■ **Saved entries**
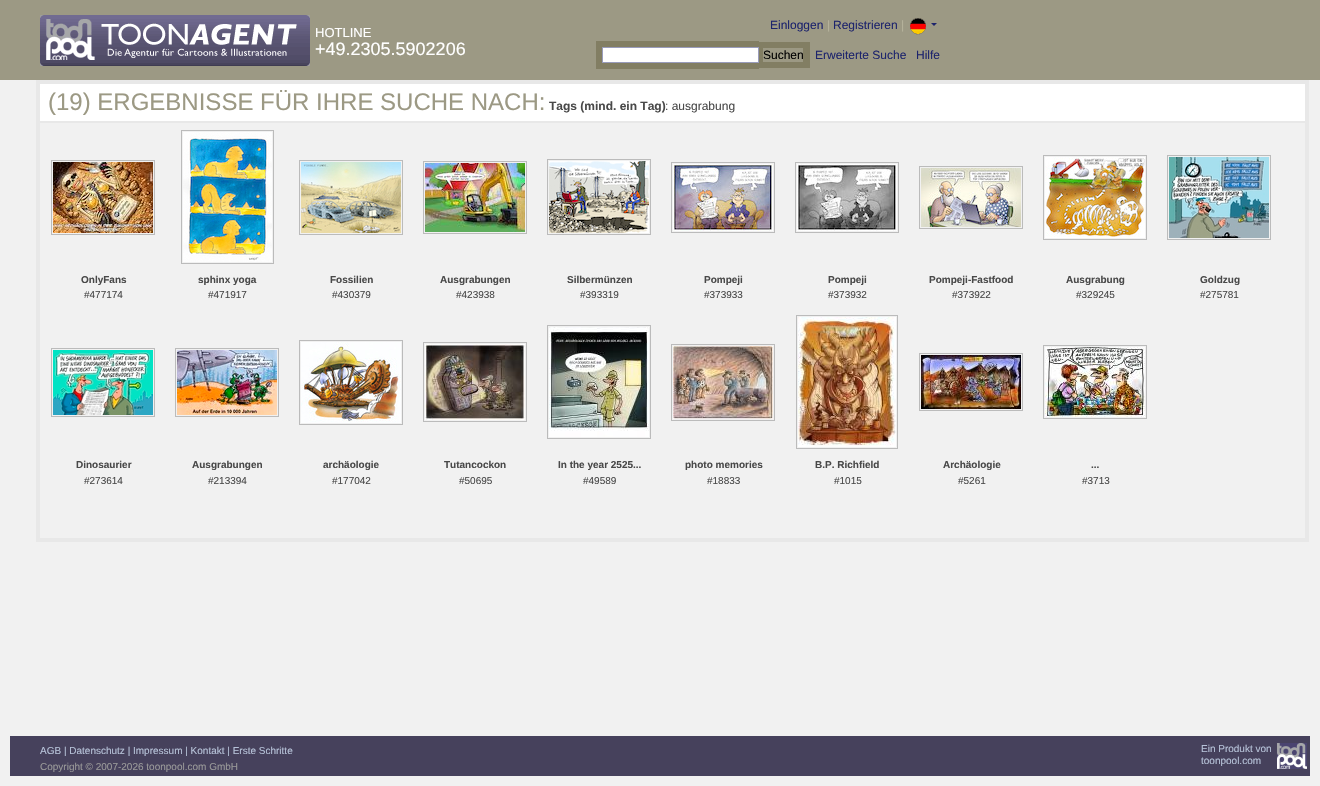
void draw(SkCanvas* c) {
SkPaint p;
p.setAntiAlias(true);
auto F=[&](const char* family, int weight, float size, bool italic = false){SkFontStyle style(weight, SkFontStyle::kNormal_Width,italic ? SkFontStyle::kItalic_Slant : SkFontStyle::kUpright_Slant);SkFont result(fontMgr->matchFamilyStyle(family, style), size);result.setSubpixel(true);return result;};
auto T=[&](const char* s, float x, float y, const SkFont& font){c->drawString(s, x, y, font, p);};
auto R=[&](float x, float y, float w, float h){c->drawRect(SkRect::MakeXYWH(x, y, w, h), p);};
auto I=[&](const char* path, float x, float y, float w, float h){auto image = SkImages::DeferredFromEncodedData(SkData::MakeFromFileName(path));c->drawImageRect(image, SkRect::MakeXYWH(x, y, w, h), SkSamplingOptions());};
auto P=[&](const char* data, bool evenOdd = false){SkPath result = *SkParsePath::FromSVGString(data);if (evenOdd) result.setFillType(SkPathFillType::kEvenOdd);return result;};
c->clear(0xfff1f1f1);
p.setColor(0xff9c9984);
R(0,0,1320,80);
I("1.png",40,15,270,51);
auto f1 = F("Liberation Sans",400,13);
p.setColor(0xffffffff);
T("HOTLINE",315,37,f1);
auto f2 = F("Liberation Sans",400,18);
T("+49.2305.5902206",315,55,f2);
auto f3 = F("Liberation Sans",400,12);
p.setColor(0xff1d246c);
T("Einloggen",770,29,f3);
p.setColor(0xffb5b29b);
T("|",827,29,f3);
p.setColor(0xff1d246c);
T("Registrieren",833,29,f3);
p.setColor(0xffb5b29b);
T("|",901,29,f3);
I("2.png",910,18,16,17);
p.setColor(0xff1d246c);
c->drawPath(P("M931 23h6l-3 3z"),p);
p.setColor(0xff827e63);
R(596,41,163,28);
R(759,42,51,26);
p.setColor(0xffffffff);
c->drawRect(SkRect::MakeXYWH(602.5,47.5,156,15),p);
p.setStroke(true);
p.setStrokeWidth(1);
p.setColor(0xff999cbb);
c->drawRect(SkRect::MakeXYWH(602.5,47.5,156,15),p);
p.setStroke(false);
p.setColor(0xff9c9984);
R(763,48,40,14);
p.setColor(0xff000000);
T("Suchen",763,59,f3);
p.setColor(0xff1d246c);
T("Erweiterte Suche",815,59,f3);
T("Hilfe",916,59,f3);
p.setStroke(true);
p.setStrokeWidth(4);
p.setColor(0xffe8e8e8);
c->drawRect(SkRect::MakeXYWH(38,82,1269,458),p);
p.setStroke(false);
p.setColor(0xffffffff);
R(40,84,1265,37);
auto f4 = F("Liberation Sans",400,24);
p.setColor(0xff9c9984);
T("(19) ERGEBNISSE FÜR IHRE SUCHE NACH:",48,110,f4);
auto f5 = F("Liberation Sans",700,12);
p.setColor(0xff494949);
T("Tags (mind. ein Tag)",549,110,f5);
T(": ausgrabung",665,110,f3);
p.setColor(0xffe8e8e8);
R(40,121,1265,2);
p.setStroke(true);
p.setStrokeWidth(1);
p.setColor(0xffbbbbbb);
c->drawRect(SkRect::MakeXYWH(51.5,160.5,103,74),p);
I("3.png",53,162,100,71);
auto f6 = F("Liberation Sans",700,10);
p.setStroke(false);
p.setColor(0xff494949);
T("OnlyFans",81,283,f6);
auto f7 = F("Liberation Sans",400,10);
T("#477174",84,298,f7);
p.setStroke(true);
p.setColor(0xffbbbbbb);
c->drawRect(SkRect::MakeXYWH(181.5,130.5,92,133),p);
I("4.png",183,132,89,130);
p.setStroke(false);
p.setColor(0xff494949);
T("sphinx yoga",198,283,f6);
T("#471917",208,298,f7);
p.setStroke(true);
p.setColor(0xffbbbbbb);
c->drawRect(SkRect::MakeXYWH(299.5,160.5,103,74),p);
I("5.png",301,162,100,71);
p.setStroke(false);
p.setColor(0xff494949);
T("Fossilien",330,283,f6);
T("#430379",332,298,f7);
p.setStroke(true);
p.setColor(0xffbbbbbb);
c->drawRect(SkRect::MakeXYWH(423.5,161.5,103,72),p);
I("6.png",425,163,100,69);
p.setStroke(false);
p.setColor(0xff494949);
T("Ausgrabungen",440,283,f6);
T("#423938",456,298,f7);
p.setStroke(true);
p.setColor(0xffbbbbbb);
c->drawRect(SkRect::MakeXYWH(547.5,159.5,103,75),p);
I("7.png",549,161,100,72);
p.setStroke(false);
p.setColor(0xff494949);
T("Silbermünzen",567,283,f6);
T("#393319",580,298,f7);
p.setStroke(true);
p.setColor(0xffbbbbbb);
c->drawRect(SkRect::MakeXYWH(671.5,162.5,103,70),p);
I("8.png",673,164,100,67);
p.setStroke(false);
p.setColor(0xff494949);
T("Pompeji",704,283,f6);
T("#373933",704,298,f7);
p.setStroke(true);
p.setColor(0xffbbbbbb);
c->drawRect(SkRect::MakeXYWH(795.5,162.5,103,70),p);
I("9.png",797,164,100,67);
p.setStroke(false);
p.setColor(0xff494949);
T("Pompeji",828,283,f6);
T("#373932",828,298,f7);
p.setStroke(true);
p.setColor(0xffbbbbbb);
c->drawRect(SkRect::MakeXYWH(919.5,166.5,103,62),p);
I("10.png",921,168,100,59);
p.setStroke(false);
p.setColor(0xff494949);
T("Pompeji-Fastfood",929,283,f6);
T("#373922",952,298,f7);
p.setStroke(true);
p.setColor(0xffbbbbbb);
c->drawRect(SkRect::MakeXYWH(1043.5,155.5,103,84),p);
I("11.png",1045,157,100,81);
p.setStroke(false);
p.setColor(0xff494949);
T("Ausgrabung",1066,283,f6);
T("#329245",1076,298,f7);
p.setStroke(true);
p.setColor(0xffbbbbbb);
c->drawRect(SkRect::MakeXYWH(1167.5,155.5,103,84),p);
I("12.png",1169,157,100,81);
p.setStroke(false);
p.setColor(0xff494949);
T("Goldzug",1200,283,f6);
T("#275781",1200,298,f7);
p.setStroke(true);
p.setColor(0xffbbbbbb);
c->drawRect(SkRect::MakeXYWH(51.5,348.5,103,68),p);
I("13.png",53,350,100,65);
p.setStroke(false);
p.setColor(0xff494949);
T("Dinosaurier",76,468,f6);
T("#273614",84,484,f7);
p.setStroke(true);
p.setColor(0xffbbbbbb);
c->drawRect(SkRect::MakeXYWH(175.5,348.5,103,68),p);
I("14.png",177,350,100,65);
p.setStroke(false);
p.setColor(0xff494949);
T("Ausgrabungen",192,468,f6);
T("#213394",208,484,f7);
p.setStroke(true);
p.setColor(0xffbbbbbb);
c->drawRect(SkRect::MakeXYWH(299.5,340.5,103,84),p);
I("15.png",301,342,100,81);
p.setStroke(false);
p.setColor(0xff494949);
T("archäologie",323,468,f6);
T("#177042",332,484,f7);
p.setStroke(true);
p.setColor(0xffbbbbbb);
c->drawRect(SkRect::MakeXYWH(423.5,342.5,103,79),p);
I("16.png",425,344,100,76);
p.setStroke(false);
p.setColor(0xff494949);
T("Tutancockon",444,468,f6);
T("#50695",459,484,f7);
p.setStroke(true);
p.setColor(0xffbbbbbb);
c->drawRect(SkRect::MakeXYWH(547.5,325.5,103,113),p);
I("17.png",549,327,100,110);
p.setStroke(false);
p.setColor(0xff494949);
T("In the year 2525...",558,468,f6);
T("#49589",583,484,f7);
p.setStroke(true);
p.setColor(0xffbbbbbb);
c->drawRect(SkRect::MakeXYWH(671.5,344.5,103,76),p);
I("18.png",673,346,100,73);
p.setStroke(false);
p.setColor(0xff494949);
T("photo memories",685,468,f6);
T("#18833",707,484,f7);
p.setStroke(true);
p.setColor(0xffbbbbbb);
c->drawRect(SkRect::MakeXYWH(796.5,315.5,101,133),p);
I("19.png",798,317,98,130);
p.setStroke(false);
p.setColor(0xff494949);
T("B.P. Richfield",815,468,f6);
T("#1015",834,484,f7);
p.setStroke(true);
p.setColor(0xffbbbbbb);
c->drawRect(SkRect::MakeXYWH(919.5,353.5,103,57),p);
I("20.png",921,355,100,54);
p.setStroke(false);
p.setColor(0xff494949);
T("Archäologie",943,468,f6);
T("#5261",958,484,f7);
p.setStroke(true);
p.setColor(0xffbbbbbb);
c->drawRect(SkRect::MakeXYWH(1043.5,345.5,103,73),p);
I("21.png",1045,347,100,70);
p.setStroke(false);
p.setColor(0xff494949);
T("...",1091,468,f6);
T("#3713",1082,484,f7);
p.setColor(0xff46415c);
R(10,736,1300,40);
p.setColor(0xffb6c2d8);
T("AGB | Datenschutz | Impressum | Kontakt | Erste Schritte",40,754,f7);
p.setColor(0xff999999);
T("Copyright © 2007-2026 toonpool.com GmbH",40,770,f7);
p.setColor(0xffb6c2d8);
T("Ein Produkt von",1201,752,f7);
I("22.png",1277,743,30,26);
T("toonpool.com",1201,764,f7);
}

■ **The task**
Show the lines of the data that hold the word "Liberation".

■ **Response to the exercise**
auto f1 = F("Liberation Sans",400,13);
auto f2 = F("Liberation Sans",400,18);
auto f3 = F("Liberation Sans",400,12);
auto f4 = F("Liberation Sans",400,24);
auto f5 = F("Liberation Sans",700,12);
auto f6 = F("Liberation Sans",700,10);
auto f7 = F("Liberation Sans",400,10);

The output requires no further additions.